Nesta partida, Cícero César relata o seu jogo da vida ou melhor: a Seleção de sua vida que o ensinou que perder faz parte para aprendermos a ganhar. Eu, Washington, o Araújo, sempre disse, e gostaria que ficasse registrada como de minha autoria, a frase “Futebol é a vida em 90 minutos”. É isso que Cícero César relata ao filho Francisco Warrak, 12 anos.




“Querido filho, o tempo é um ponta-direita arisco, do tipo Uri Geller ou Mauricinho. Se você não os conhece, procure aí no Mr Google, o senhor de todos os sortilégios.
Falando em Google, não ouviremos nem veremos por enquanto coisas do tipo: “É gol, goool do Google”. Afinal, ele não passa de um guarda-metas de alGOLritmos. É lá vai o corretor automático encrencar com o L a mais.
Já dizia o Gilberto Gil, “o cérebro eletrônico faz tudo ou quase tudo, mas ele é mudo”.

Doze anos dão três Copas do Mundo. Para mim, a maior de todas foi a de 1982. Não levamos. Eu tinha onze anos, era mais novo que você. Nem chorar chorei. Só fui aprender a me lamentar Copas perdidas mais tarde, sou um sujeito anti-precoce. Todavia, vi o Brasil ser campeão de duas Copas. Não é para qualquer um. Mais uma Copa e eu peço gol no Fantástico.


Mas voltemos ao tempo. Palavrinha curiosa que quer dizer, entre outras coisas, as duas bandas de uma partida de futebol de campo. Duas bandas de quarenta e cinco minutos mais os acréscimos.

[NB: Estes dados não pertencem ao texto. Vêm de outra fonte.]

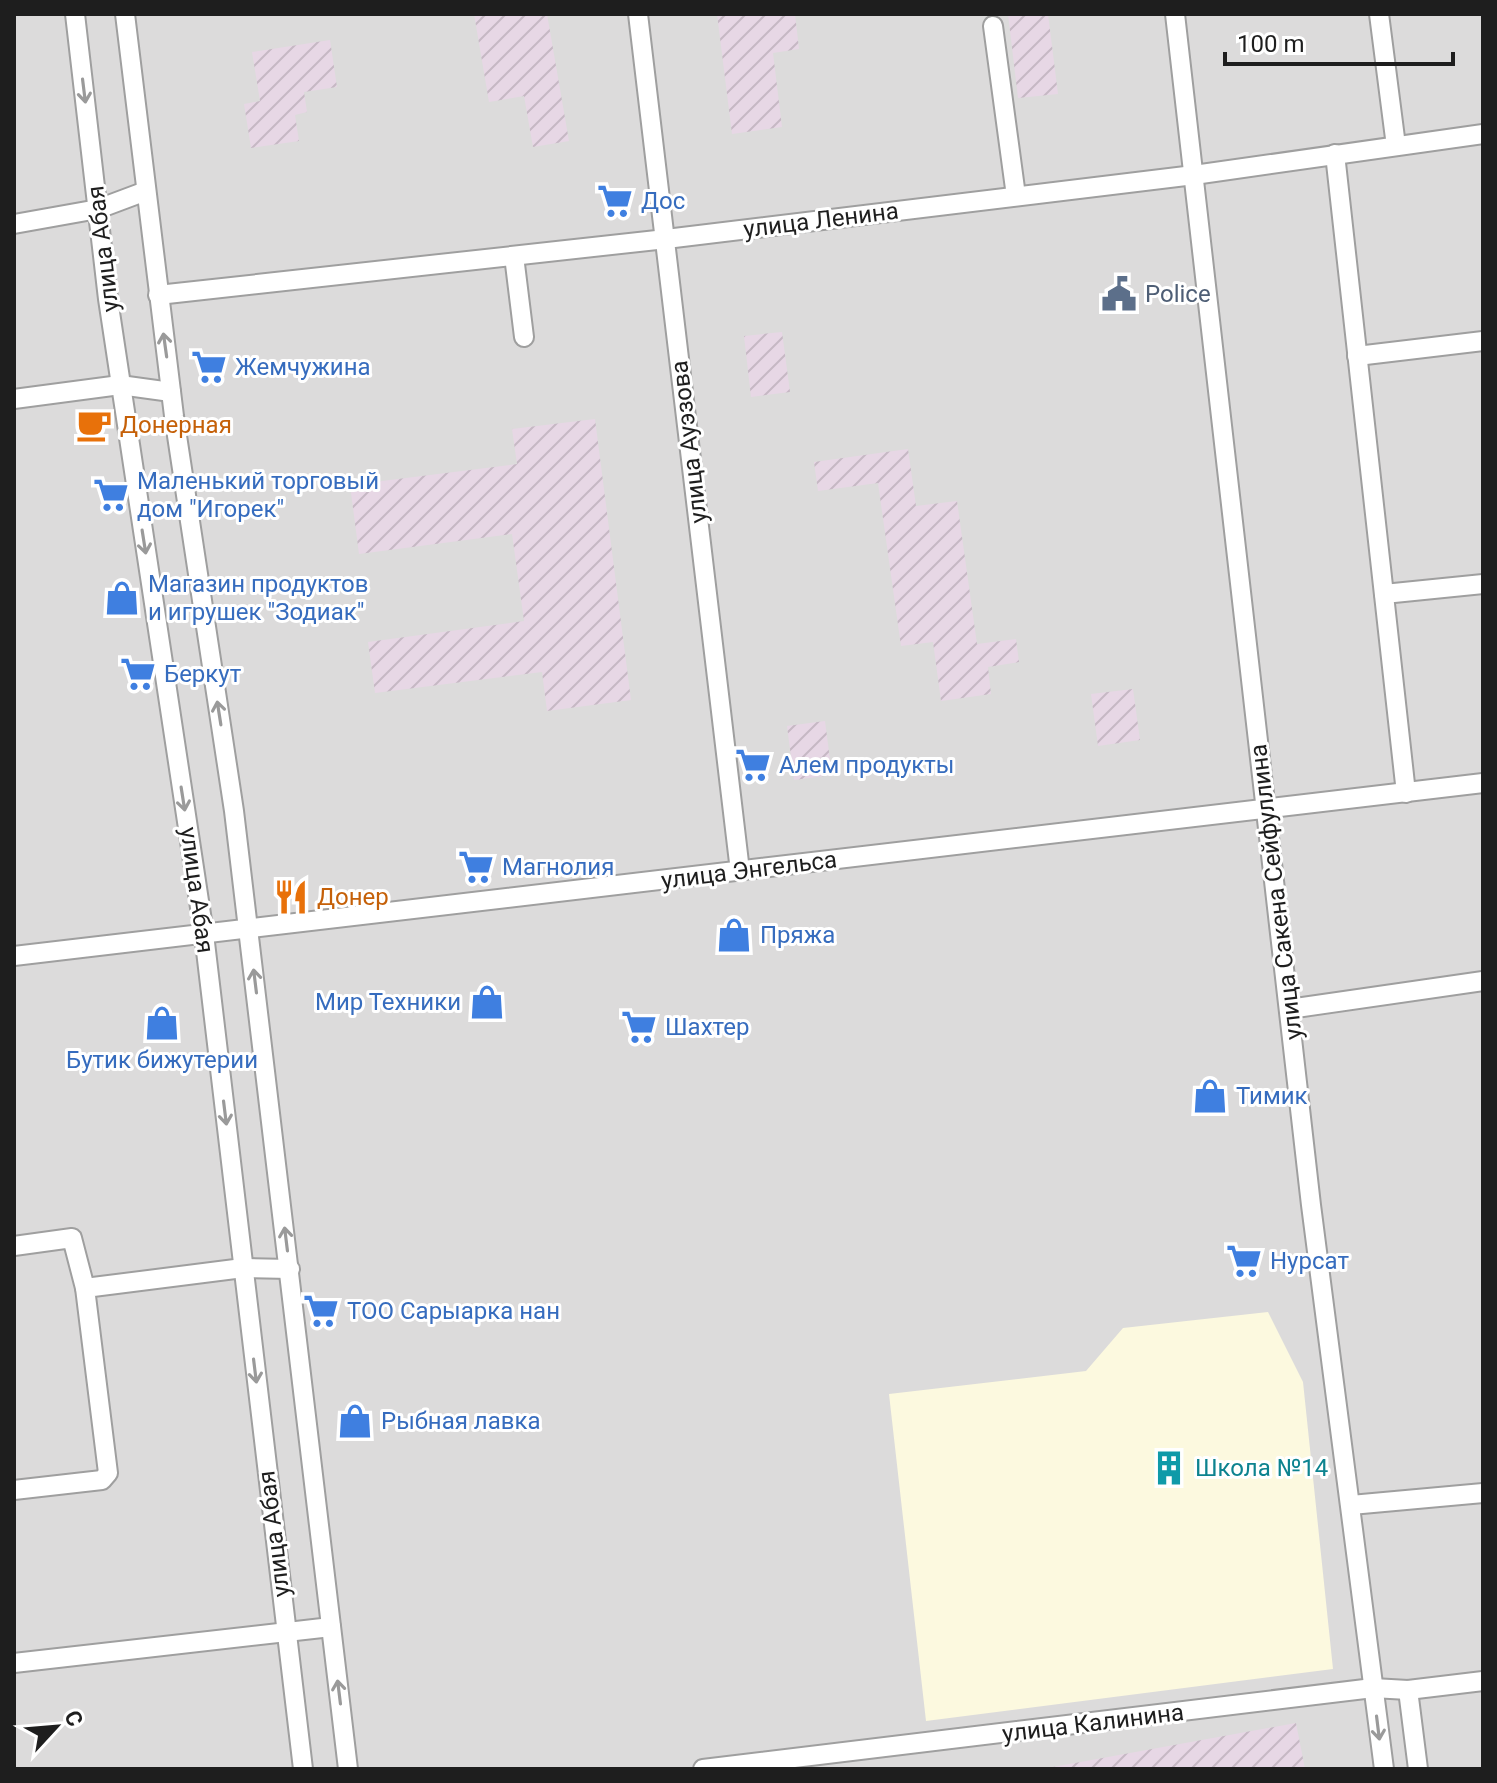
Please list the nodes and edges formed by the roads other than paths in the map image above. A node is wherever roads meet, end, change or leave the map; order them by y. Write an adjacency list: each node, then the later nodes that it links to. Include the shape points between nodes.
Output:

Na época em que eu ouvia o jogo pelo rádio, havia um locutor que dizia com sua voz bonita: “O relógio marca!” Ao que entrava uma vinheta para dizer, um tempinho depois, quanto tempo de jogo restava.

Aliás, jogo no rádio é mais ou menos como ouvir um áudio de Zap na velocidade 4.7 do Créu. Falta de sincronia é isso aí. É que no rádio se evita a qualquer custo o silêncio. É divertido.

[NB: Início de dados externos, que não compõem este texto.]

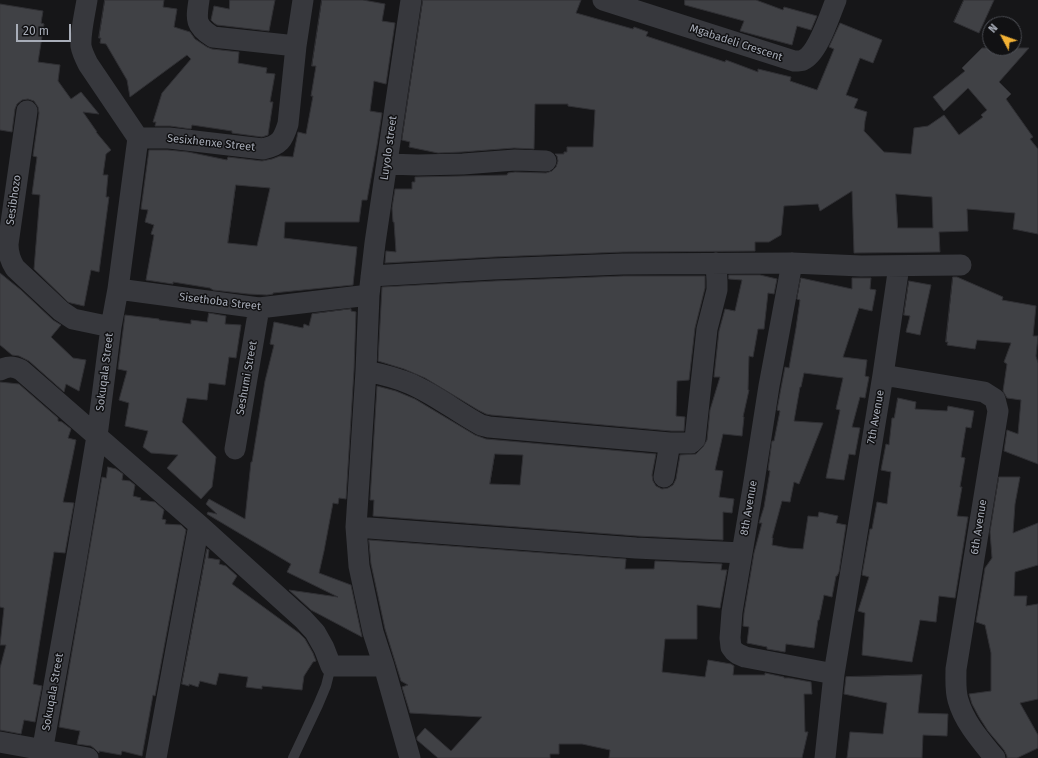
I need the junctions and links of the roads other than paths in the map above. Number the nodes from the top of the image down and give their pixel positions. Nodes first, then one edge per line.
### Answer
1 (87, 0) edge
2 (199, 0) edge
3 (303, 0) edge
4 (411, 0) edge
5 (603, 0) edge
6 (836, 0) edge
7 (296, 46) junction
8 (27, 111) dead end
9 (138, 138) junction
10 (546, 160) dead end
11 (387, 164) junction
12 (716, 263) junction
13 (792, 263) junction
14 (961, 265) dead end
15 (899, 266) junction
16 (370, 286) junction
17 (118, 289) junction
18 (259, 308) junction
19 (111, 327) junction
20 (0, 370) edge
21 (366, 371) junction
22 (884, 375) junction
23 (97, 436) junction
24 (670, 443) junction
25 (235, 449) dead end
26 (664, 477) dead end
27 (199, 526) junction
28 (356, 527) junction
29 (742, 553) junction
30 (331, 666) junction
31 (384, 666) junction
32 (834, 674) junction
33 (0, 742) edge
34 (41, 754) edge
35 (88, 758) edge
36 (156, 758) edge
37 (293, 758) edge
38 (410, 758) edge
39 (825, 758) edge
40 (995, 758) edge

1 - 9 street
2 - 7 street
3 - 7 street, Sesixhenxe Street
4 - 11 street, Luyolo street
5 - 6 street, Mgabadeli Crescent
7 - 9 street, Sesixhenxe Street
8 - 19 street, Sesibhozo
9 - 17 street, Sokuqala Street
10 - 11 street
11 - 16 street, Luyolo street
12 - 13 street, Sisethoba Street
12 - 16 street, Sisethoba Street
12 - 24 street
13 - 15 street
13 - 29 street, 8th Avenue
14 - 15 street
15 - 22 street, 7th Avenue
16 - 18 street, Sisethoba Street
16 - 21 street, Luyolo street
17 - 18 street, Sisethoba Street
17 - 19 street, Sokuqala Street
18 - 25 street, Seshumi Street
19 - 23 street, Sokuqala Street
20 - 23 street
21 - 24 street
21 - 28 street, Luyolo street
22 - 32 street, 7th Avenue
22 - 40 street, 6th Avenue
23 - 27 street
23 - 34 street, Sokuqala Street
24 - 26 street
27 - 30 street
27 - 36 street
28 - 29 street
28 - 31 street, Luyolo street
29 - 32 street, 8th Avenue
30 - 31 street
30 - 37 lane
31 - 38 street, Luyolo street
32 - 39 street, 7th Avenue
33 - 34 street
34 - 35 street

Não, o tempo não é só um par de ponteiros habilidosos. É também uma cabeçada do Assis, camisa 10 do Fluminense. De vez em quando penso na dupla Washington/Assis. Era tão grande a sintonia entre eles era tal que o pessoal os apelidou de “Casal 20”.

Você sabe que até para morrer eles morreram na mesma época, nem velhos nem novos? Eu nunca vi um time do Fluminense tão bom. Nunca vi nem nunca verei, por óbvio. Mas eles continuam a jogar nos campos da minha imaginação.

Você também joga na minha imaginação, meu Fillol, digo, filho. Tanto que eu lhe escrevi um poema em que apontava as suas virtudes de craque – e você era recém-nascido!
Destaco os melhores momentos:

“A bola que trisca
Nesse gramado
Chama Francisco
De meu namorado
A bola que sabe
Procura o craque
O berço é o Maraca
Do Chico Warrak

Bem-vindo, Francisco
Na ponta dos pés
O meio-campista de todos vocês
Francisco Warrak Batista tu és
Francisco Warrak Batista e mais dez!”

Antes de pendurar as chuteiras desse texto, eu posso levantar o cartaz onde se lê:
“Eu já sabia!” Mesmo que você fosse um perna-de-pau, eu não me importaria. Há coisas mais importantes que o futebol. O futebol de botão, por exemplo. Agora, simbora que a gente já está atrasado para o treino.”

Foto de Ricardo Mantente, publicada no Jornal da Tarde/SP no dia 06 de junho de 1982, um dia após a chamada Tragédia do Sarriá.